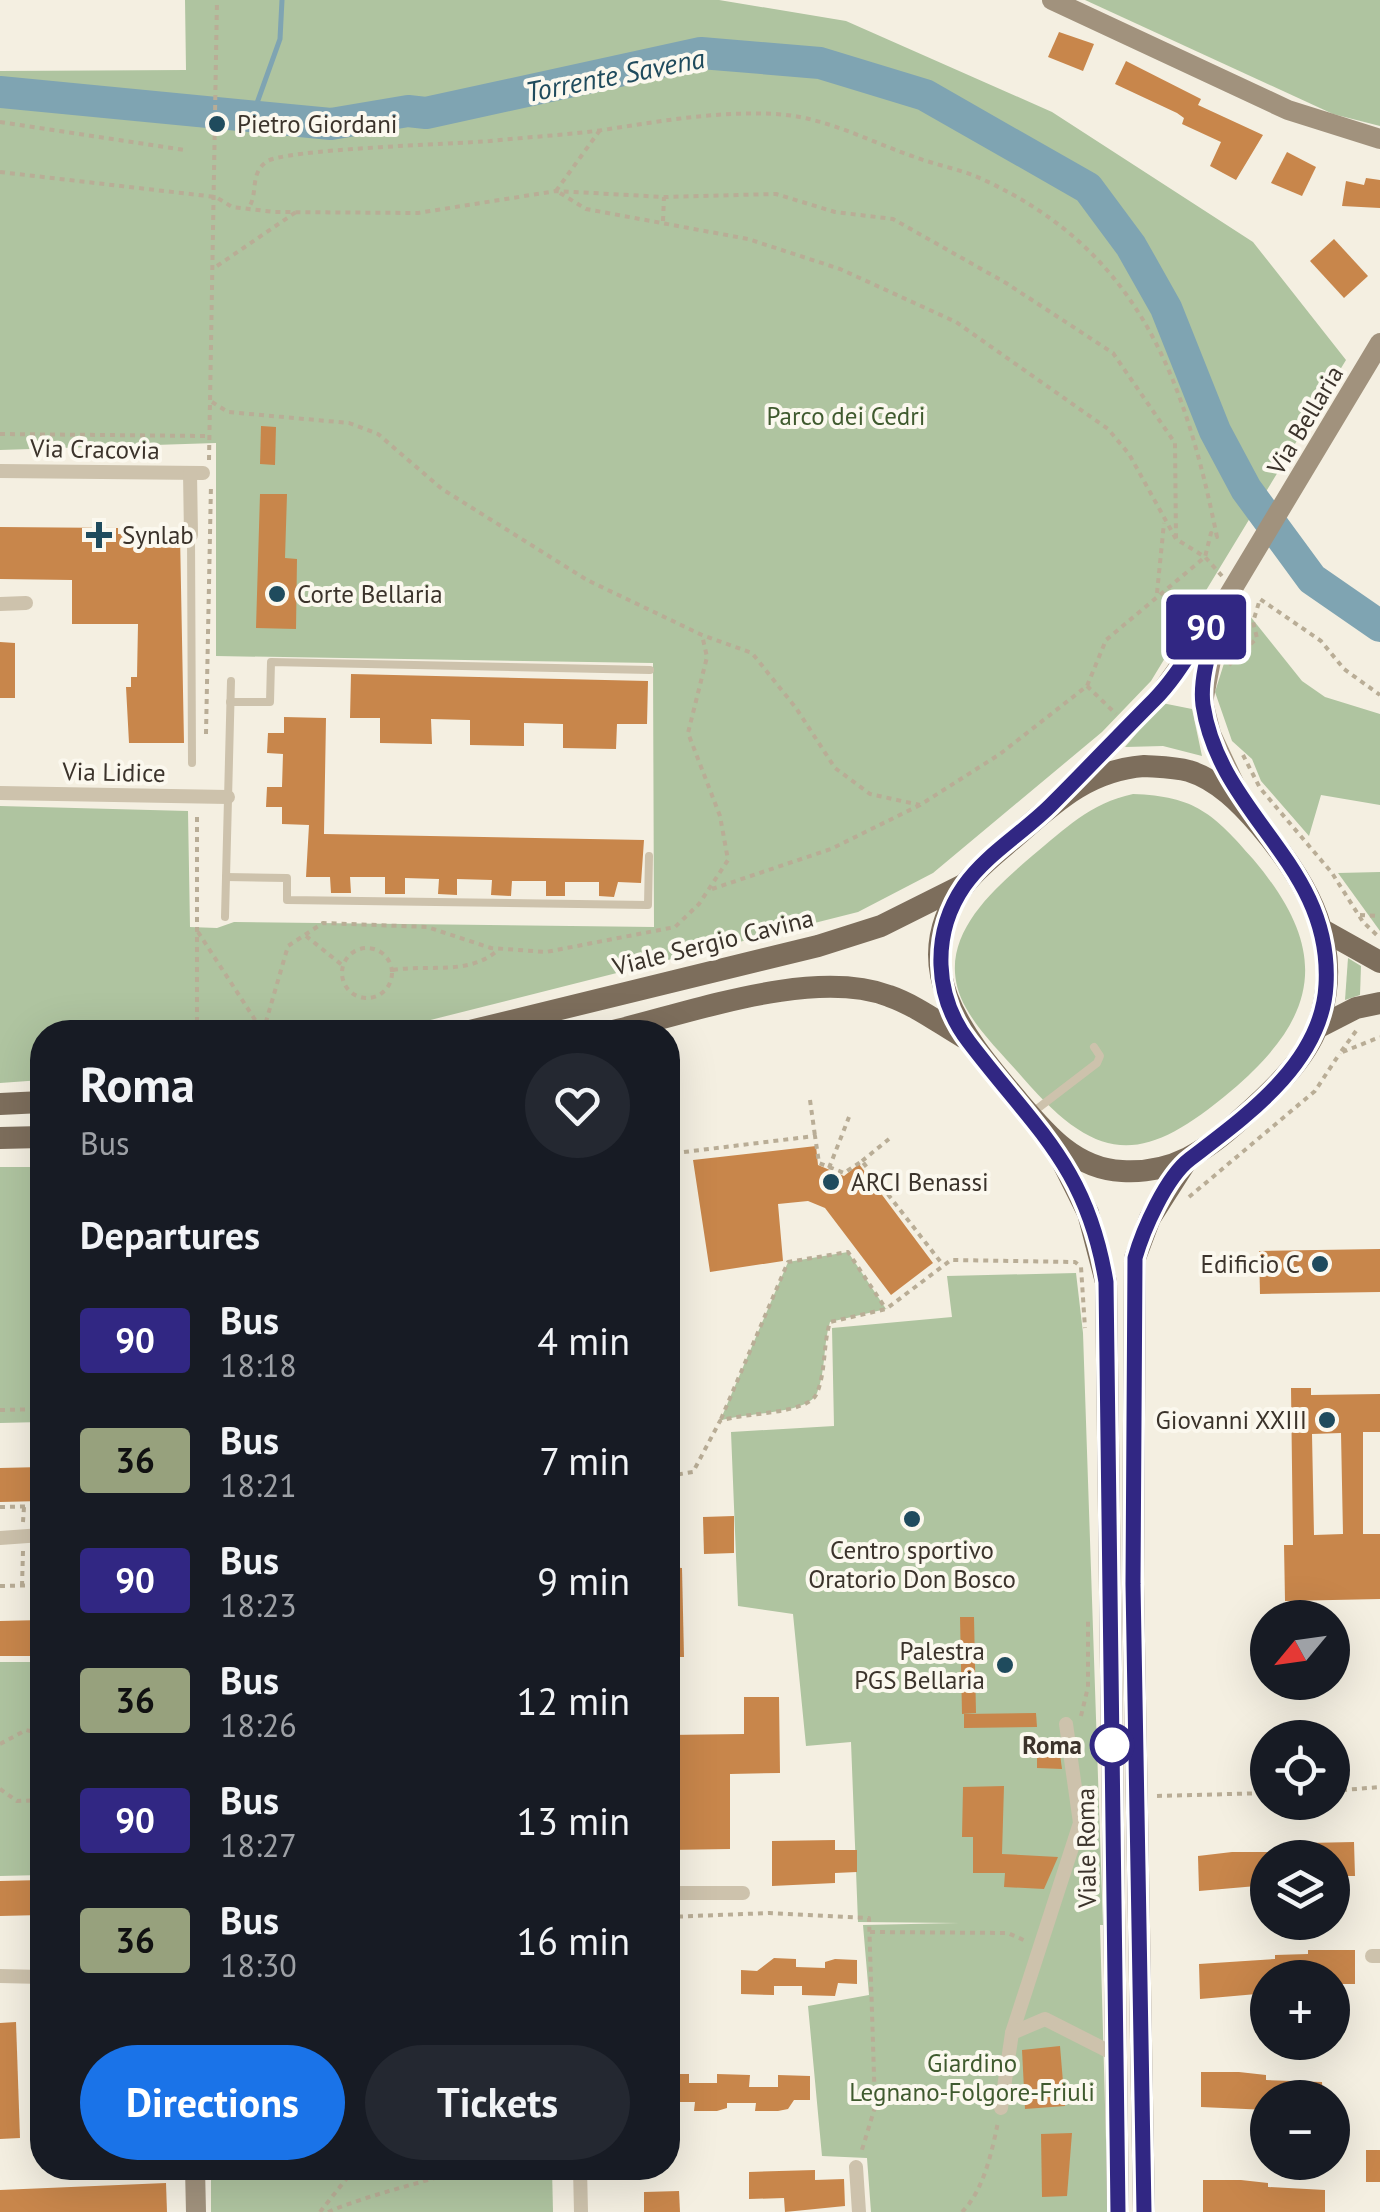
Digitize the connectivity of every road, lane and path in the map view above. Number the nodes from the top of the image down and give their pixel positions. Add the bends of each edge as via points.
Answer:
1 (217, 0) edge
2 (1052, 0) edge
3 (0, 122) edge
4 (600, 130) junction
5 (1380, 139) edge
6 (184, 150) dead end
7 (0, 172) edge
8 (556, 191) junction
9 (664, 197) junction
10 (216, 198) junction
11 (248, 209) junction
12 (296, 212) junction
13 (663, 221) junction
14 (215, 267) junction
15 (1380, 342) edge
16 (212, 402) junction
17 (0, 434) edge
18 (0, 471) edge
19 (1164, 523) junction
20 (191, 535) joint
21 (1176, 539) junction
22 (1205, 556) junction
23 (1229, 580) junction
24 (1156, 595) junction
25 (0, 604) edge
26 (26, 604) dead end
27 (1221, 608) junction
28 (702, 635) junction
29 (1226, 667) dead end
30 (650, 670) dead end
31 (231, 681) dead end
32 (1087, 686) junction
33 (1380, 695) edge
34 (230, 702) junction
35 (1121, 718) dead end
36 (1233, 748) dead end
37 (192, 763) dead end
38 (0, 792) edge
39 (228, 797) junction
40 (1054, 802) junction
41 (920, 805) junction
42 (1247, 810) junction
43 (649, 856) dead end
44 (226, 877) junction
45 (965, 884) junction
46 (710, 890) junction
47 (1357, 914) junction
48 (1380, 916) edge
49 (225, 917) dead end
50 (1321, 928) junction
51 (306, 936) junction
52 (1380, 938) edge
53 (500, 949) junction
54 (1380, 962) edge
55 (343, 966) junction
56 (393, 970) junction
57 (1373, 1011) edge
58 (197, 1020) edge
59 (255, 1020) edge
60 (266, 1020) edge
61 (515, 1020) edge
62 (659, 1020) edge
63 (1317, 1028) junction
64 (1380, 1037) edge
65 (966, 1040) junction
66 (1094, 1047) dead end
67 (1340, 1052) junction
68 (810, 1100) dead end
69 (30, 1103) edge
70 (0, 1104) edge
71 (1030, 1115) junction
72 (849, 1117) dead end
73 (815, 1136) junction
74 (30, 1137) edge
75 (0, 1138) edge
76 (889, 1138) dead end
77 (1051, 1140) junction
78 (684, 1152) dead end
79 (862, 1160) junction
80 (1188, 1160) junction
81 (829, 1168) junction
82 (1180, 1206) dead end
83 (943, 1266) junction
84 (886, 1309) junction
85 (1086, 1338) dead end
86 (30, 1409) edge
87 (0, 1410) edge
88 (720, 1421) junction
89 (680, 1474) edge
90 (30, 1506) edge
91 (0, 1507) edge
92 (30, 1537) edge
93 (0, 1538) edge
94 (1108, 1581) junction
95 (1133, 1584) junction
96 (30, 1585) edge
97 (0, 1586) edge
98 (1088, 1617) dead end
99 (1073, 1722) joint
100 (30, 1731) edge
101 (0, 1744) edge
102 (1380, 1787) edge
103 (0, 1789) edge
104 (1350, 1790) edge
105 (1250, 1793) edge
106 (1154, 1796) dead end
107 (30, 1800) edge
108 (680, 1894) edge
109 (744, 1894) dead end
110 (680, 1916) edge
111 (870, 1932) junction
112 (1042, 1948) junction
113 (0, 1976) edge
114 (30, 1976) edge
115 (1012, 2033) junction
116 (1116, 2055) junction
117 (1002, 2108) joint
118 (856, 2167) joint
119 (195, 2180) edge
120 (346, 2180) edge
121 (432, 2180) edge
122 (580, 2180) edge
123 (196, 2212) edge
124 (320, 2212) edge
125 (328, 2212) edge
126 (581, 2212) edge
127 (859, 2212) edge
128 (962, 2212) edge
129 (1118, 2212) edge
130 (1144, 2212) edge

1 - 10 path
2 - 5 street via 1288,110
3 - 6 path
4 - 8 path
4 - 11 path via 298,152 269,159 257,170
4 - 22 path via 700,114 819,118 983,180 1048,218 1141,310 1203,466 1217,536 1212,534
7 - 10 path
8 - 9 path
8 - 12 path via 418,213
8 - 13 path via 586,209
9 - 13 path
9 - 21 path via 776,194 835,212 894,219 1006,282 1112,353 1175,444
10 - 11 path
10 - 14 path
11 - 12 path
12 - 14 path
13 - 19 path via 840,269 956,322 1108,429 1129,454
14 - 16 path
15 - 23 street, Via Bellaria via 1273,523
16 - 17 path via 207,436
16 - 28 path via 228,412 364,427 442,488 587,580
18 - 20 street, Via Cracovia via 197,472
19 - 21 path
19 - 24 path
20 - 37 lane
21 - 22 path
22 - 23 path
22 - 24 path
23 - 27 street, Via Bellaria
24 - 32 path via 1106,640
25 - 26 street
27 - 40 street, Via Bellaria via 1158,696
27 - 42 street via 1203,702
28 - 41 path via 752,653 835,768 870,794
28 - 46 path via 707,656 688,732 720,816 728,860
29 - 33 path via 1258,638 1253,622 1260,599 1321,641 1344,669
30 - 34 lane via 271,662 270,702
31 - 34 lane
32 - 35 path
32 - 41 path
34 - 39 lane
36 - 47 path via 1247,758 1260,788 1332,873
38 - 39 street, Via Lidice
39 - 44 lane
40 - 42 main road via 1117,768 1156,767 1201,776
40 - 45 main road
41 - 46 path via 831,849
42 - 50 main road via 1302,878
43 - 44 lane via 648,905 287,900 287,878
44 - 49 lane
45 - 61 main road, Viale Sergio Cavina via 881,926 818,946
45 - 65 main road via 951,910 940,960 943,991
46 - 53 path via 675,927 546,952
47 - 48 path
47 - 52 path
50 - 54 main road
50 - 63 main road via 1326,986
51 - 53 path via 323,924 427,927
51 - 55 path
51 - 60 path via 288,946
53 - 56 path via 454,968
55 - 56 path via 353,952 370,948 385,955
55 - 56 path via 348,989 361,998 384,992
57 - 63 main road via 1356,1008
57 - 67 path
58 - 59 path via 196,928
62 - 65 main road via 794,988 842,986 887,995
63 - 80 main road via 1256,1106
64 - 67 path
65 - 71 main road
66 - 71 lane via 1098,1063
67 - 82 path via 1315,1090
68 - 73 path
69 - 70 main road
71 - 77 main road
72 - 81 path
73 - 78 path
73 - 81 path via 820,1163
74 - 75 main road
76 - 79 path
77 - 80 main road via 1117,1171
77 - 94 main road, Viale Roma via 1088,1213 1106,1282
79 - 81 path via 844,1174
79 - 83 path
80 - 95 main road via 1150,1218 1135,1258
83 - 84 path
83 - 85 path via 950,1260 1076,1262
84 - 88 path via 830,1322 812,1401
84 - 88 path via 848,1252 788,1262
86 - 87 path
88 - 89 path via 692,1472
90 - 91 path
92 - 93 street
94 - 95 street
94 - 116 main road, Viale Roma
95 - 130 main road
96 - 97 path
98 - 99 path via 1088,1687
99 - 112 street, Viale Roma via 1080,1823
100 - 101 path
102 - 104 path
103 - 107 path
105 - 106 path
108 - 109 street
110 - 111 path via 869,1918
111 - 112 path via 1008,1934
111 - 118 path via 876,2107
112 - 115 street, Viale Roma
113 - 114 street
115 - 116 street via 1045,2019
115 - 117 street, Viale Roma
116 - 129 main road, Viale Roma
117 - 128 path via 992,2153
118 - 127 street
119 - 123 street
120 - 124 path
121 - 125 path via 372,2193
122 - 126 street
------------------------------------------------
Try it ▸
Print each entry shown above with exact wording and no pictures.

Solution for this problem ▸
Digitize the connectivity of every road, lane and path in the map view above. Number the nodes from the top of the image down and give their pixel positions. Add the bends of each edge as via points.
Answer:
1 (217, 0) edge
2 (1052, 0) edge
3 (0, 122) edge
4 (600, 130) junction
5 (1380, 139) edge
6 (184, 150) dead end
7 (0, 172) edge
8 (556, 191) junction
9 (664, 197) junction
10 (216, 198) junction
11 (248, 209) junction
12 (296, 212) junction
13 (663, 221) junction
14 (215, 267) junction
15 (1380, 342) edge
16 (212, 402) junction
17 (0, 434) edge
18 (0, 471) edge
19 (1164, 523) junction
20 (191, 535) joint
21 (1176, 539) junction
22 (1205, 556) junction
23 (1229, 580) junction
24 (1156, 595) junction
25 (0, 604) edge
26 (26, 604) dead end
27 (1221, 608) junction
28 (702, 635) junction
29 (1226, 667) dead end
30 (650, 670) dead end
31 (231, 681) dead end
32 (1087, 686) junction
33 (1380, 695) edge
34 (230, 702) junction
35 (1121, 718) dead end
36 (1233, 748) dead end
37 (192, 763) dead end
38 (0, 792) edge
39 (228, 797) junction
40 (1054, 802) junction
41 (920, 805) junction
42 (1247, 810) junction
43 (649, 856) dead end
44 (226, 877) junction
45 (965, 884) junction
46 (710, 890) junction
47 (1357, 914) junction
48 (1380, 916) edge
49 (225, 917) dead end
50 (1321, 928) junction
51 (306, 936) junction
52 (1380, 938) edge
53 (500, 949) junction
54 (1380, 962) edge
55 (343, 966) junction
56 (393, 970) junction
57 (1373, 1011) edge
58 (197, 1020) edge
59 (255, 1020) edge
60 (266, 1020) edge
61 (515, 1020) edge
62 (659, 1020) edge
63 (1317, 1028) junction
64 (1380, 1037) edge
65 (966, 1040) junction
66 (1094, 1047) dead end
67 (1340, 1052) junction
68 (810, 1100) dead end
69 (30, 1103) edge
70 (0, 1104) edge
71 (1030, 1115) junction
72 (849, 1117) dead end
73 (815, 1136) junction
74 (30, 1137) edge
75 (0, 1138) edge
76 (889, 1138) dead end
77 (1051, 1140) junction
78 (684, 1152) dead end
79 (862, 1160) junction
80 (1188, 1160) junction
81 (829, 1168) junction
82 (1180, 1206) dead end
83 (943, 1266) junction
84 (886, 1309) junction
85 (1086, 1338) dead end
86 (30, 1409) edge
87 (0, 1410) edge
88 (720, 1421) junction
89 (680, 1474) edge
90 (30, 1506) edge
91 (0, 1507) edge
92 (30, 1537) edge
93 (0, 1538) edge
94 (1108, 1581) junction
95 (1133, 1584) junction
96 (30, 1585) edge
97 (0, 1586) edge
98 (1088, 1617) dead end
99 (1073, 1722) joint
100 (30, 1731) edge
101 (0, 1744) edge
102 (1380, 1787) edge
103 (0, 1789) edge
104 (1350, 1790) edge
105 (1250, 1793) edge
106 (1154, 1796) dead end
107 (30, 1800) edge
108 (680, 1894) edge
109 (744, 1894) dead end
110 (680, 1916) edge
111 (870, 1932) junction
112 (1042, 1948) junction
113 (0, 1976) edge
114 (30, 1976) edge
115 (1012, 2033) junction
116 (1116, 2055) junction
117 (1002, 2108) joint
118 (856, 2167) joint
119 (195, 2180) edge
120 (346, 2180) edge
121 (432, 2180) edge
122 (580, 2180) edge
123 (196, 2212) edge
124 (320, 2212) edge
125 (328, 2212) edge
126 (581, 2212) edge
127 (859, 2212) edge
128 (962, 2212) edge
129 (1118, 2212) edge
130 (1144, 2212) edge

1 - 10 path
2 - 5 street via 1288,110
3 - 6 path
4 - 8 path
4 - 11 path via 298,152 269,159 257,170
4 - 22 path via 700,114 819,118 983,180 1048,218 1141,310 1203,466 1217,536 1212,534
7 - 10 path
8 - 9 path
8 - 12 path via 418,213
8 - 13 path via 586,209
9 - 13 path
9 - 21 path via 776,194 835,212 894,219 1006,282 1112,353 1175,444
10 - 11 path
10 - 14 path
11 - 12 path
12 - 14 path
13 - 19 path via 840,269 956,322 1108,429 1129,454
14 - 16 path
15 - 23 street, Via Bellaria via 1273,523
16 - 17 path via 207,436
16 - 28 path via 228,412 364,427 442,488 587,580
18 - 20 street, Via Cracovia via 197,472
19 - 21 path
19 - 24 path
20 - 37 lane
21 - 22 path
22 - 23 path
22 - 24 path
23 - 27 street, Via Bellaria
24 - 32 path via 1106,640
25 - 26 street
27 - 40 street, Via Bellaria via 1158,696
27 - 42 street via 1203,702
28 - 41 path via 752,653 835,768 870,794
28 - 46 path via 707,656 688,732 720,816 728,860
29 - 33 path via 1258,638 1253,622 1260,599 1321,641 1344,669
30 - 34 lane via 271,662 270,702
31 - 34 lane
32 - 35 path
32 - 41 path
34 - 39 lane
36 - 47 path via 1247,758 1260,788 1332,873
38 - 39 street, Via Lidice
39 - 44 lane
40 - 42 main road via 1117,768 1156,767 1201,776
40 - 45 main road
41 - 46 path via 831,849
42 - 50 main road via 1302,878
43 - 44 lane via 648,905 287,900 287,878
44 - 49 lane
45 - 61 main road, Viale Sergio Cavina via 881,926 818,946
45 - 65 main road via 951,910 940,960 943,991
46 - 53 path via 675,927 546,952
47 - 48 path
47 - 52 path
50 - 54 main road
50 - 63 main road via 1326,986
51 - 53 path via 323,924 427,927
51 - 55 path
51 - 60 path via 288,946
53 - 56 path via 454,968
55 - 56 path via 353,952 370,948 385,955
55 - 56 path via 348,989 361,998 384,992
57 - 63 main road via 1356,1008
57 - 67 path
58 - 59 path via 196,928
62 - 65 main road via 794,988 842,986 887,995
63 - 80 main road via 1256,1106
64 - 67 path
65 - 71 main road
66 - 71 lane via 1098,1063
67 - 82 path via 1315,1090
68 - 73 path
69 - 70 main road
71 - 77 main road
72 - 81 path
73 - 78 path
73 - 81 path via 820,1163
74 - 75 main road
76 - 79 path
77 - 80 main road via 1117,1171
77 - 94 main road, Viale Roma via 1088,1213 1106,1282
79 - 81 path via 844,1174
79 - 83 path
80 - 95 main road via 1150,1218 1135,1258
83 - 84 path
83 - 85 path via 950,1260 1076,1262
84 - 88 path via 830,1322 812,1401
84 - 88 path via 848,1252 788,1262
86 - 87 path
88 - 89 path via 692,1472
90 - 91 path
92 - 93 street
94 - 95 street
94 - 116 main road, Viale Roma
95 - 130 main road
96 - 97 path
98 - 99 path via 1088,1687
99 - 112 street, Viale Roma via 1080,1823
100 - 101 path
102 - 104 path
103 - 107 path
105 - 106 path
108 - 109 street
110 - 111 path via 869,1918
111 - 112 path via 1008,1934
111 - 118 path via 876,2107
112 - 115 street, Viale Roma
113 - 114 street
115 - 116 street via 1045,2019
115 - 117 street, Viale Roma
116 - 129 main road, Viale Roma
117 - 128 path via 992,2153
118 - 127 street
119 - 123 street
120 - 124 path
121 - 125 path via 372,2193
122 - 126 street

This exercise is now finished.